**** EXERCISE INPUTS ****
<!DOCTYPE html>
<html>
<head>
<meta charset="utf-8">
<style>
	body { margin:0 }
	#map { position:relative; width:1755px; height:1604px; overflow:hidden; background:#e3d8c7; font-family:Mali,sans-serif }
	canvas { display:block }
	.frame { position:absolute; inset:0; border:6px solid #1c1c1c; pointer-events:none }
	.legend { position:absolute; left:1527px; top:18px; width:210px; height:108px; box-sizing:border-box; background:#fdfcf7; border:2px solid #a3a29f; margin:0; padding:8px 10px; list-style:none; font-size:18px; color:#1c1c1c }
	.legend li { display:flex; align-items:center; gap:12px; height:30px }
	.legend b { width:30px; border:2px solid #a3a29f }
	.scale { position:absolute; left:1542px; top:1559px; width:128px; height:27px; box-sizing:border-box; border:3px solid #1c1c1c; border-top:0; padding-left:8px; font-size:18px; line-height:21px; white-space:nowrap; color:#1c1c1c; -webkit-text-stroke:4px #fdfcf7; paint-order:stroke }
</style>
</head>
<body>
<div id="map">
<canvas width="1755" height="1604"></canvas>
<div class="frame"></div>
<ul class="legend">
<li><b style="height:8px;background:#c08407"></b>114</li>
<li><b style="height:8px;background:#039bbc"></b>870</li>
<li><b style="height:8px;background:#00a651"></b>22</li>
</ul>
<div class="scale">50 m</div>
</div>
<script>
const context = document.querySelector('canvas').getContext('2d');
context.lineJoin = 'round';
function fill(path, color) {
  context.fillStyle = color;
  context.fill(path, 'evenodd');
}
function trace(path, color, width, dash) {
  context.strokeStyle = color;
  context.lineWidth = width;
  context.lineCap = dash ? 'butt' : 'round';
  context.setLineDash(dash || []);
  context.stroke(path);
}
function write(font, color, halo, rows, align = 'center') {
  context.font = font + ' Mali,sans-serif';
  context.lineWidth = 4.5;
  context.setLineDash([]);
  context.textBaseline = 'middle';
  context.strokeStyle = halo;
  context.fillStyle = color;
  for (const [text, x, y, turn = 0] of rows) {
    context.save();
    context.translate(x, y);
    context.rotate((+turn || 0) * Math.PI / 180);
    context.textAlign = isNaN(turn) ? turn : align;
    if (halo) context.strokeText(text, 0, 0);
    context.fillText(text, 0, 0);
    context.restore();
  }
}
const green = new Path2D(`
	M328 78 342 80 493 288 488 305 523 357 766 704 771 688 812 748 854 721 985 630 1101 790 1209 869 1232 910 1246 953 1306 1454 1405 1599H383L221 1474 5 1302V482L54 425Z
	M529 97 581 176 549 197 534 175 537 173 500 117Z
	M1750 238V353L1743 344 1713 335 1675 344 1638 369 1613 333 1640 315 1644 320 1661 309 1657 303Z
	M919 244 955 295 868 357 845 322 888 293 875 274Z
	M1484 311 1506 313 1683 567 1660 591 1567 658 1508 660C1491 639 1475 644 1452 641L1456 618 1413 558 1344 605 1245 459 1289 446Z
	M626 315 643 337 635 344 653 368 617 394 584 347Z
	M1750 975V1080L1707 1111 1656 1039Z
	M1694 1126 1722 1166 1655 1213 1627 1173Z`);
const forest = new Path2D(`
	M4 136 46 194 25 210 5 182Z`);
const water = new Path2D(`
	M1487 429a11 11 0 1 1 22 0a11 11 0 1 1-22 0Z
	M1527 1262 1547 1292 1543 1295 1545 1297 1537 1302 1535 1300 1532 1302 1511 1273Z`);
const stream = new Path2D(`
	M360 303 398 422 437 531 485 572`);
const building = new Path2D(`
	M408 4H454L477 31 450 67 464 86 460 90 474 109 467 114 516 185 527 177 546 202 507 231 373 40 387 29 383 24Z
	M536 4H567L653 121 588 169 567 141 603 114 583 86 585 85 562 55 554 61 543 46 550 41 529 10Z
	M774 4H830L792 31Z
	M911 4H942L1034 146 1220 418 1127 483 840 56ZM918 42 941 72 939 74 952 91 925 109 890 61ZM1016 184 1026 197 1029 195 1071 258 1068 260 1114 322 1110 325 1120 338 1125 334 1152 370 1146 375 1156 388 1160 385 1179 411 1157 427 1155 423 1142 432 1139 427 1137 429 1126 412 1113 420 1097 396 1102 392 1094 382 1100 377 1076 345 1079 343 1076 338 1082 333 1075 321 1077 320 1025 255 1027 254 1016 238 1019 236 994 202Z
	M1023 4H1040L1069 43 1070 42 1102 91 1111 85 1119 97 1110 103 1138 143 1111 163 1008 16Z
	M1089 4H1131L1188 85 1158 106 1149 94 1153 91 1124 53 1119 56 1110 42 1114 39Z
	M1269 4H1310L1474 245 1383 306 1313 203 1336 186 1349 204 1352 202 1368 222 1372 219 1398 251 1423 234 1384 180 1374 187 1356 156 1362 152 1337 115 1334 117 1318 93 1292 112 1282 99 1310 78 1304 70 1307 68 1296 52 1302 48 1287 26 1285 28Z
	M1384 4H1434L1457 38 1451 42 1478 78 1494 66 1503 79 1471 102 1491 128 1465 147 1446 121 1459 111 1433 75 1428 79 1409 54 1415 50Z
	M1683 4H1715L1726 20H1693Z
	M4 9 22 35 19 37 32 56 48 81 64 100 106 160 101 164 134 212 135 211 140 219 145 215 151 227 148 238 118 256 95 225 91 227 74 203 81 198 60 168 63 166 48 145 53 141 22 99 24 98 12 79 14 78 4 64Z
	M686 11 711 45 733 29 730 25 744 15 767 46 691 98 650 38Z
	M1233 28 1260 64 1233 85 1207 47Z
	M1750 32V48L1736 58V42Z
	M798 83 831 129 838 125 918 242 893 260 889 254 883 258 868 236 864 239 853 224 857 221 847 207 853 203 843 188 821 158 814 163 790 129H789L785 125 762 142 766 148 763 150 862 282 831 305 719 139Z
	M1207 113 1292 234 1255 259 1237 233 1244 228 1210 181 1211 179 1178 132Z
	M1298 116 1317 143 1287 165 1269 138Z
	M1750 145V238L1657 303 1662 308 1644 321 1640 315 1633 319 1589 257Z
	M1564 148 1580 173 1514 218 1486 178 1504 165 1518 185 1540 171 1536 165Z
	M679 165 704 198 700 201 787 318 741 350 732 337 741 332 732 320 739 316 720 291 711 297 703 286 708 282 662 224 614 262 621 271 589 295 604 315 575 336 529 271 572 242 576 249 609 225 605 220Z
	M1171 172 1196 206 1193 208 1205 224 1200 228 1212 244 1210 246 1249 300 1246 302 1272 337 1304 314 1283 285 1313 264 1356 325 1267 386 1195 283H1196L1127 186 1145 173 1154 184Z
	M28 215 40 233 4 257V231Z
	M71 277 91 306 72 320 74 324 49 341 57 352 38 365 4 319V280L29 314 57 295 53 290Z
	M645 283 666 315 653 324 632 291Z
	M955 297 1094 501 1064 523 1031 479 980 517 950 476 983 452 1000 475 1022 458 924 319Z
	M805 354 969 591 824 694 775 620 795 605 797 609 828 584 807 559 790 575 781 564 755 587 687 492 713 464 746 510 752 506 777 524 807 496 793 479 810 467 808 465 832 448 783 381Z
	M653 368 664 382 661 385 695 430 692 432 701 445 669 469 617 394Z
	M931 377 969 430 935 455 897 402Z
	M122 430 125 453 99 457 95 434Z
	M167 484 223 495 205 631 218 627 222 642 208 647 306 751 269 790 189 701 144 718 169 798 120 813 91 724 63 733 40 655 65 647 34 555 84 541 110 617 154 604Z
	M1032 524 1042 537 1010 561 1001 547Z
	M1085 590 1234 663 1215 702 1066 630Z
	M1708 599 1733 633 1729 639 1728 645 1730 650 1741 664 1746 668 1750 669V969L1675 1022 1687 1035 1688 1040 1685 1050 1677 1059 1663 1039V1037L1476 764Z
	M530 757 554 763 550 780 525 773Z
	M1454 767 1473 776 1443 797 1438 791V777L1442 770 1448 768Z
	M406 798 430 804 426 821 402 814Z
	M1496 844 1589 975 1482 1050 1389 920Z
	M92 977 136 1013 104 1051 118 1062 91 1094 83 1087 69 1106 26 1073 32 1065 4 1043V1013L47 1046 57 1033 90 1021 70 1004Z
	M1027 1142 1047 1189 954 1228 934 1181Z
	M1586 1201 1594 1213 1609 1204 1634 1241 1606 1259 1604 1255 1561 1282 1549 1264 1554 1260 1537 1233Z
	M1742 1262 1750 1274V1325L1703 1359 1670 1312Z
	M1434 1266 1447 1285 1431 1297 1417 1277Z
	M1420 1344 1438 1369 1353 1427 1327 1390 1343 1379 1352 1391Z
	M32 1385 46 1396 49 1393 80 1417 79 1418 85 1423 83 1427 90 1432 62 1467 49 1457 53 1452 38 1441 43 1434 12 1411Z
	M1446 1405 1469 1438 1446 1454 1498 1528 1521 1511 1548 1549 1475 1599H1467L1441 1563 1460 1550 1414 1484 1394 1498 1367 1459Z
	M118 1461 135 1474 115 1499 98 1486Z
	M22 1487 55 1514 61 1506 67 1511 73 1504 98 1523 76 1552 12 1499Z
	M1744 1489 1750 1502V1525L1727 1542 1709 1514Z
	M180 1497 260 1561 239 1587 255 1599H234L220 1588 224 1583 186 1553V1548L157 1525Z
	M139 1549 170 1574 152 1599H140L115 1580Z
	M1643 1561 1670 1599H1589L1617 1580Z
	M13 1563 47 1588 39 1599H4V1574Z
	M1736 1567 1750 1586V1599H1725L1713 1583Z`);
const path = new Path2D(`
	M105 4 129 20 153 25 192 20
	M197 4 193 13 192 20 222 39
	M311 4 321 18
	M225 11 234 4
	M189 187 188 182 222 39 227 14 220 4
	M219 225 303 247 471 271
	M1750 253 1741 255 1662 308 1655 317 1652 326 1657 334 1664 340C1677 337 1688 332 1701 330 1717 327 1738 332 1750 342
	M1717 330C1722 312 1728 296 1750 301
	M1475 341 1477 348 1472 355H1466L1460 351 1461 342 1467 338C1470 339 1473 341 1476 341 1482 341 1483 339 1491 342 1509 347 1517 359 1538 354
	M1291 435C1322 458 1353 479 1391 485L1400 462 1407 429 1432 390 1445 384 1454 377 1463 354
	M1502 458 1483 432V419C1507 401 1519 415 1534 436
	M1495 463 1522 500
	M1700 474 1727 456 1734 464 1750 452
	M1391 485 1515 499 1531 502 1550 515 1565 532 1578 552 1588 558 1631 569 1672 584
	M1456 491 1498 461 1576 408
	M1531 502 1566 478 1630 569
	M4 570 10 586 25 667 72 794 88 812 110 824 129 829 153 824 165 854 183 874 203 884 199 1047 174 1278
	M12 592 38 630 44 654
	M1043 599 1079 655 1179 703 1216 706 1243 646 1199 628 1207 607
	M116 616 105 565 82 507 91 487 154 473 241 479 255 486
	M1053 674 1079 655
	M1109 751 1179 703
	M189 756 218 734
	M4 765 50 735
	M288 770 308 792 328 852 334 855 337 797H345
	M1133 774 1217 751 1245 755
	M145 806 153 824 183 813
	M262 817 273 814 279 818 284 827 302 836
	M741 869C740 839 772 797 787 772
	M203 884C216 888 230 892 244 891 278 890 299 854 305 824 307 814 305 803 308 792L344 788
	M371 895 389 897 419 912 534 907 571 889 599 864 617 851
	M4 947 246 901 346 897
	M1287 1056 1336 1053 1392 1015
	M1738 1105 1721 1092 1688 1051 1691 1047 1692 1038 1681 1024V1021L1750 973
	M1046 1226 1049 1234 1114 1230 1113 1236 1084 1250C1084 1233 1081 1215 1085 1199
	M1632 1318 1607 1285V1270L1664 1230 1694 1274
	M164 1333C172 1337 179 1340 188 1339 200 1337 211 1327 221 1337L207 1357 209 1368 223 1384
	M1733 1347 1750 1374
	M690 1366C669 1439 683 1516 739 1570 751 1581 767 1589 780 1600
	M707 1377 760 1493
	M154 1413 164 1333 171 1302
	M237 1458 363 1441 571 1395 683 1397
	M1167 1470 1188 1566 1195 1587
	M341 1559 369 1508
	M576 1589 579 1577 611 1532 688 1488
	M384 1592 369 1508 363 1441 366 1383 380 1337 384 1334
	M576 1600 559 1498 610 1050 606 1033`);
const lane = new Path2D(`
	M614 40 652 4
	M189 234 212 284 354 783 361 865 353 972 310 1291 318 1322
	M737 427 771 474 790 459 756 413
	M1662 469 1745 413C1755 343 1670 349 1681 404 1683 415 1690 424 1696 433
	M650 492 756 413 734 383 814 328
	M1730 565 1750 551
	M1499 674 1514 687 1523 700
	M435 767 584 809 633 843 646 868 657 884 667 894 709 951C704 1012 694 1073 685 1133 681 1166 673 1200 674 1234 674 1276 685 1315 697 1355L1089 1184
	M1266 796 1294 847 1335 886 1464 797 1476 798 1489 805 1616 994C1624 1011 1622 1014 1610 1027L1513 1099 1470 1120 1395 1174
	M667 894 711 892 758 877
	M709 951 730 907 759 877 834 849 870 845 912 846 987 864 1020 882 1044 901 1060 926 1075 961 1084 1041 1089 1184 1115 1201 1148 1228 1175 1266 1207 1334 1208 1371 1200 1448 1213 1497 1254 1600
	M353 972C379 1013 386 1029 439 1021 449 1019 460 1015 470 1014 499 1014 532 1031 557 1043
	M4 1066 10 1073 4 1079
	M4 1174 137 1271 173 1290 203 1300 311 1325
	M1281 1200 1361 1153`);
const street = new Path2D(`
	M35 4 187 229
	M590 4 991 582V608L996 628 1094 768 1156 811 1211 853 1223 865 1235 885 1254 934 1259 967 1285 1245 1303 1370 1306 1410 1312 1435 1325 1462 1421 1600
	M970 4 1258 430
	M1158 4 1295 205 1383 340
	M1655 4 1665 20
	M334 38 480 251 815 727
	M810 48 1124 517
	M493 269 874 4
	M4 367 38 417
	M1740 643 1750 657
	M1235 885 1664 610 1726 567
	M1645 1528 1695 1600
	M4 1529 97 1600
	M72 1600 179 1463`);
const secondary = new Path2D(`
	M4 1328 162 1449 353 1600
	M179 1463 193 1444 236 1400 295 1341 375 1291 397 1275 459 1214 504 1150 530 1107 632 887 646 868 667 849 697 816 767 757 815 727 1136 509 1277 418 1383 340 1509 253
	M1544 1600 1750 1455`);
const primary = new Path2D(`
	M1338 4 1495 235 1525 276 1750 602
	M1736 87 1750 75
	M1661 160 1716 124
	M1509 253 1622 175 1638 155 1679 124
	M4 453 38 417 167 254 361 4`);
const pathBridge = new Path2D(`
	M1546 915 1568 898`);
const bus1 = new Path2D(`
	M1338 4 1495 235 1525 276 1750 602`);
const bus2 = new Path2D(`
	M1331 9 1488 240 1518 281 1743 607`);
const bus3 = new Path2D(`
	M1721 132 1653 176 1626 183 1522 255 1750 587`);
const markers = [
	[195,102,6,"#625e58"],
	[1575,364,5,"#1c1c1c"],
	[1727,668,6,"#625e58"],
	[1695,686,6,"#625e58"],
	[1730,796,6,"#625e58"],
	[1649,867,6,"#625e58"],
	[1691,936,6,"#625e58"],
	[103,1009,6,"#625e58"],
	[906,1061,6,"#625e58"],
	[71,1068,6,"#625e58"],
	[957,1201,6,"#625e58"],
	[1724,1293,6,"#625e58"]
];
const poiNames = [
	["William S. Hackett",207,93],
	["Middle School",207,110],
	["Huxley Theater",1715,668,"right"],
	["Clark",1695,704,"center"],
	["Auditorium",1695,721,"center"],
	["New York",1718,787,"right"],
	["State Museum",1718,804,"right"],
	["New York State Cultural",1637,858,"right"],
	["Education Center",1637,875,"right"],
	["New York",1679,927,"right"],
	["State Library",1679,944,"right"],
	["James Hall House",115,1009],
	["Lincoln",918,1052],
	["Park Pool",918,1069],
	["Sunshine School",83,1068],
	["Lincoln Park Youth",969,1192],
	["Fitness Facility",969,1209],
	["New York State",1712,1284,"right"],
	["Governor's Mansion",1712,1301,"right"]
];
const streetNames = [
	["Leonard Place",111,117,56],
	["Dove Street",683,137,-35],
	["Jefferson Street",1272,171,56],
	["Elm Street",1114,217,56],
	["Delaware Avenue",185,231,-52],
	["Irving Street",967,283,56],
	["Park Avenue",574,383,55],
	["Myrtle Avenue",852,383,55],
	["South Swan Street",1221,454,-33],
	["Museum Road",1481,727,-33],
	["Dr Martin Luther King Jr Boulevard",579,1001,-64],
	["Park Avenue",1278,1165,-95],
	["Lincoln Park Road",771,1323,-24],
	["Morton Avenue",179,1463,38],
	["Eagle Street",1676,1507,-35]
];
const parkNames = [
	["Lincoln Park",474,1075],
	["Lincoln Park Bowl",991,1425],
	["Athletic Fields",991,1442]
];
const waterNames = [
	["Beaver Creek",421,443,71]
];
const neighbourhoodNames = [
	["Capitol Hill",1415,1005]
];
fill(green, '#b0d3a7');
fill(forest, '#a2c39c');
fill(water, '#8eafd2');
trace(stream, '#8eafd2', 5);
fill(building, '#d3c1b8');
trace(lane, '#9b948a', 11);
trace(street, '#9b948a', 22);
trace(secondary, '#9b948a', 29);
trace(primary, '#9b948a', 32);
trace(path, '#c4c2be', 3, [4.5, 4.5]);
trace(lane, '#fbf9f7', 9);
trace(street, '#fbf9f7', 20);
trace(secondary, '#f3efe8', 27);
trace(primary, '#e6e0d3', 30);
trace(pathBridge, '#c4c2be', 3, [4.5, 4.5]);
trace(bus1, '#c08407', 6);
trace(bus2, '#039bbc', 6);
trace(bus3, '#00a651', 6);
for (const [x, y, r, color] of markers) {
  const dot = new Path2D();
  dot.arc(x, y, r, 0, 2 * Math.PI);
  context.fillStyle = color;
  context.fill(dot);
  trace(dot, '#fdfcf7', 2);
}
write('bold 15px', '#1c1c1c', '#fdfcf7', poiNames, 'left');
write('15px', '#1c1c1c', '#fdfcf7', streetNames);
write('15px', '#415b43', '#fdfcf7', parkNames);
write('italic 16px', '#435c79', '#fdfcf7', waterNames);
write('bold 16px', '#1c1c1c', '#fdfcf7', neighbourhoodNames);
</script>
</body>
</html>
****
**INSTRUCTIONS FOR THE TASK**
Only lines that contain "turn" are needed, so copy each of them from the data.

**THE ANSWER**
  for (const [text, x, y, turn = 0] of rows) {
    context.rotate((+turn || 0) * Math.PI / 180);
    context.textAlign = isNaN(turn) ? turn : align;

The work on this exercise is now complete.